### Exercise brief
Only lines containing the string "Left" belong in the answer; copy all of them from the entries.

### Data records
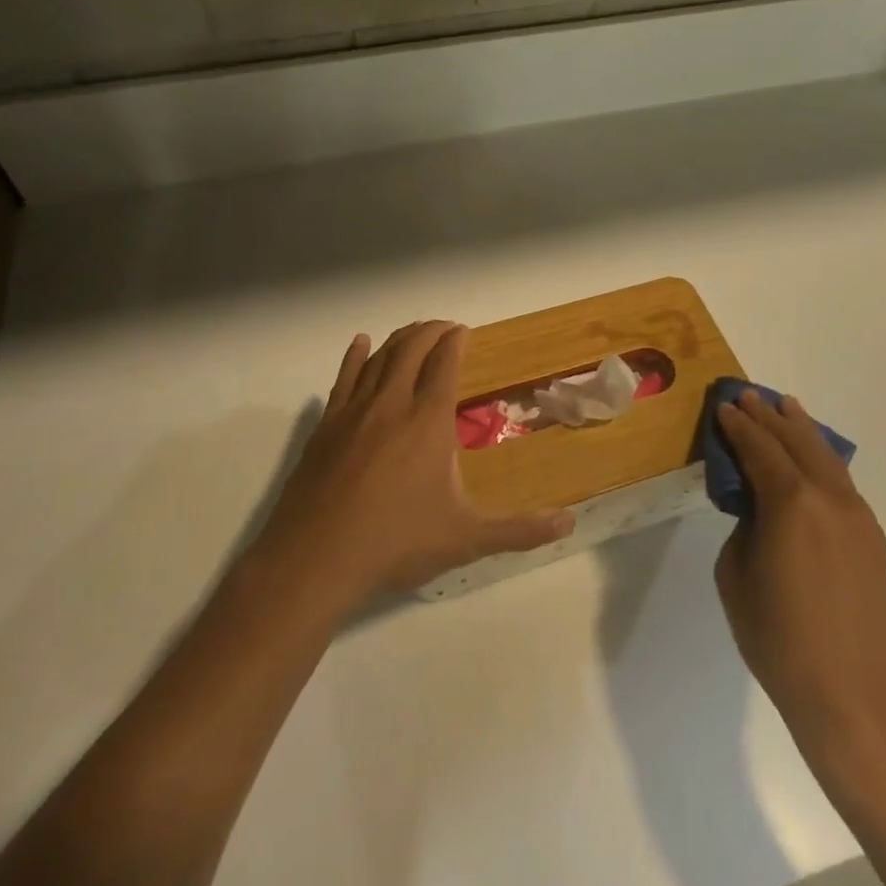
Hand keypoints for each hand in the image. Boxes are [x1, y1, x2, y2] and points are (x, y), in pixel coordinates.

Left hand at [253, 322, 573, 611]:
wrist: (316, 558)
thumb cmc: (396, 542)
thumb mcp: (466, 539)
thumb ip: (519, 530)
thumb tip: (569, 524)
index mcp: (428, 421)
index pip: (444, 364)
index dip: (455, 341)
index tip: (464, 330)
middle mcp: (392, 404)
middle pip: (411, 349)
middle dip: (430, 331)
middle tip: (445, 327)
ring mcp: (354, 412)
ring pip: (379, 358)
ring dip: (399, 339)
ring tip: (413, 332)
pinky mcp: (326, 426)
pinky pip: (343, 377)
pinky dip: (356, 356)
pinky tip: (360, 344)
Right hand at [714, 391, 885, 755]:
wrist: (852, 694)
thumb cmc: (778, 638)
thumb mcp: (736, 575)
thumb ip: (744, 527)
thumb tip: (758, 509)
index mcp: (791, 503)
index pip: (760, 449)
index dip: (739, 426)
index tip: (724, 407)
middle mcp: (829, 498)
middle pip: (797, 443)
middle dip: (770, 417)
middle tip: (749, 395)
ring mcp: (857, 517)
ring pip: (826, 457)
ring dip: (803, 431)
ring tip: (787, 408)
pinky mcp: (872, 538)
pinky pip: (841, 483)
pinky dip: (822, 460)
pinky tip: (813, 458)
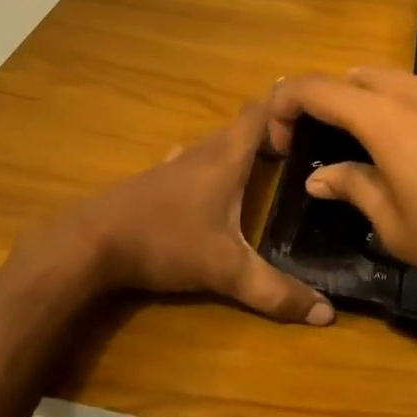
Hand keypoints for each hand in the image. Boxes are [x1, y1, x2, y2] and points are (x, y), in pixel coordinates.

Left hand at [27, 100, 333, 325]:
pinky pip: (191, 161)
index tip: (315, 102)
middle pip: (240, 127)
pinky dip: (210, 163)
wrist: (89, 243)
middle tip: (302, 140)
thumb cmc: (165, 242)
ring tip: (267, 158)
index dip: (286, 103)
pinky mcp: (154, 182)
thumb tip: (327, 314)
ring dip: (240, 145)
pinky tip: (207, 178)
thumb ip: (275, 292)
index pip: (260, 113)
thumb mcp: (226, 271)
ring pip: (215, 144)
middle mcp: (202, 152)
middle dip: (271, 128)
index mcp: (226, 158)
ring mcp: (173, 165)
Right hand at [268, 69, 416, 324]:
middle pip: (356, 77)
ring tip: (362, 148)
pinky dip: (405, 112)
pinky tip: (416, 155)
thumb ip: (355, 188)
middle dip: (327, 99)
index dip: (286, 104)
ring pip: (396, 83)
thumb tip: (321, 177)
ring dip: (367, 103)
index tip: (277, 138)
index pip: (317, 88)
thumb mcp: (398, 225)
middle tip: (317, 141)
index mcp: (387, 118)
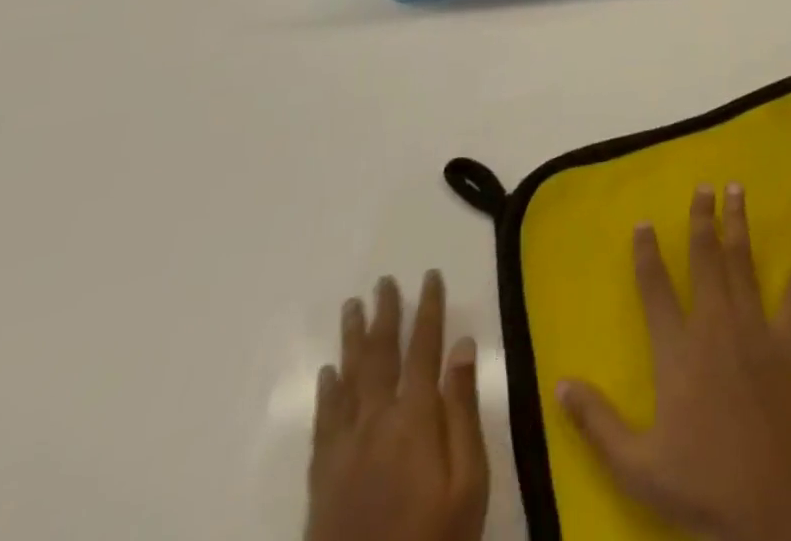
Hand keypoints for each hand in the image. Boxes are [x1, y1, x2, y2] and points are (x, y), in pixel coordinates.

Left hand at [306, 271, 488, 540]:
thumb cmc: (434, 540)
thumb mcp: (468, 482)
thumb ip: (462, 411)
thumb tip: (463, 345)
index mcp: (416, 417)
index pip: (424, 348)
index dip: (428, 309)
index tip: (430, 276)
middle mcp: (376, 421)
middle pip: (381, 356)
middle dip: (386, 315)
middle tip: (384, 281)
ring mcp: (345, 449)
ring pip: (348, 379)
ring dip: (353, 340)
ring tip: (353, 308)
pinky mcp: (322, 479)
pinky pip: (323, 421)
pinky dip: (327, 391)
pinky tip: (329, 372)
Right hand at [557, 184, 790, 540]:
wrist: (771, 507)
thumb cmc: (701, 485)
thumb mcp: (635, 465)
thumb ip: (596, 422)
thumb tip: (560, 383)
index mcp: (677, 350)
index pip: (655, 289)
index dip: (647, 254)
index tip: (643, 223)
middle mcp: (714, 324)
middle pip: (704, 259)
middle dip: (701, 220)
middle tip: (703, 186)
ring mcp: (754, 327)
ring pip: (743, 262)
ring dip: (739, 223)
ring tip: (737, 188)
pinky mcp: (788, 340)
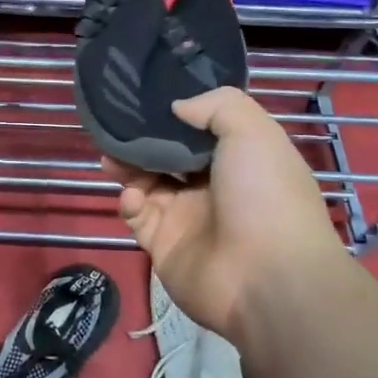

### Your solution
Left hand at [253, 322, 573, 611]:
Left hand at [27, 100, 333, 325]:
Left hand at [306, 271, 488, 540]:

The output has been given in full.